However, I disagree with the right hon. Gentleman to some degree. He was right to say that the Liberal Democrats were sympathetic to the Watts ruling. The question that we would ask is this: if it is right for people to buy a house, travel or exchange goods in Europe, what is wrong with their trying to pursue a higher life expectancy in countries that have better cancer treatment? Surely common sense would say that that is a reasonable expectation in an integrated market. People will do that, and as long as the basic frameworks of the NHS remain intact, I do not see anything fundamentally wrong with enlarging the concept of a single market to include health.
Frank Dobson: If someone buys a house in Europe, they are spending their own money. If someone gets NHS treatment in Europe, they are spending somebody elses money that might have been spent in the national health service.
Dr. Cable:
That is absolutely true, but the right hon. Gentleman was also questioning peoples ability to spend their own money, was he not, through co-financing? That is a much bigger debate, and I understand the
sensitivities around it. We share a commitment to the British national health service, but we also want choice to be extended.

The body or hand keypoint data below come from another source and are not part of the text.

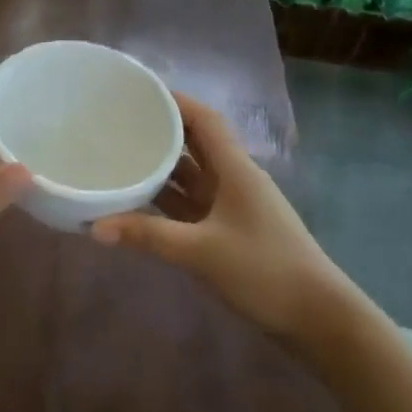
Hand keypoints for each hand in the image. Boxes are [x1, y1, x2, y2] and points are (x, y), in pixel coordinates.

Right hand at [90, 93, 376, 360]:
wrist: (317, 318)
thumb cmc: (264, 270)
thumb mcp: (201, 251)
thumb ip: (147, 235)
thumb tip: (94, 227)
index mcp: (235, 170)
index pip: (204, 120)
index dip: (175, 101)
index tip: (138, 92)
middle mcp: (234, 180)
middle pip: (195, 144)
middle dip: (160, 132)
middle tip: (118, 124)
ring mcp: (232, 207)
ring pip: (191, 176)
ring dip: (161, 167)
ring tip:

Finally, I shall deal with the issue on which the Conservative spokesman spent so much time: the threat to the competitive market within Europe presented by the Sarkozy approach to national champions. The hon. Member for Runnymede and Weybridge is right to stress the current spasm of economic nationalist thinking about energy companies and so on, not just in France but in Spain and Italy and sometimes in Germany and elsewhere.
We should not be totally self-righteous about this. We have had and continue to have national champions of our own, but they take a different form. The debates that I have tried to provoke in the House on BAE Systems relate to a British national champion where politics and commerce have become rather dangerously intertwined. We should not be too pious on the matter, but the hon. Gentleman is right that there was a retreat from a commitment in the treaty to an undistorted internal market.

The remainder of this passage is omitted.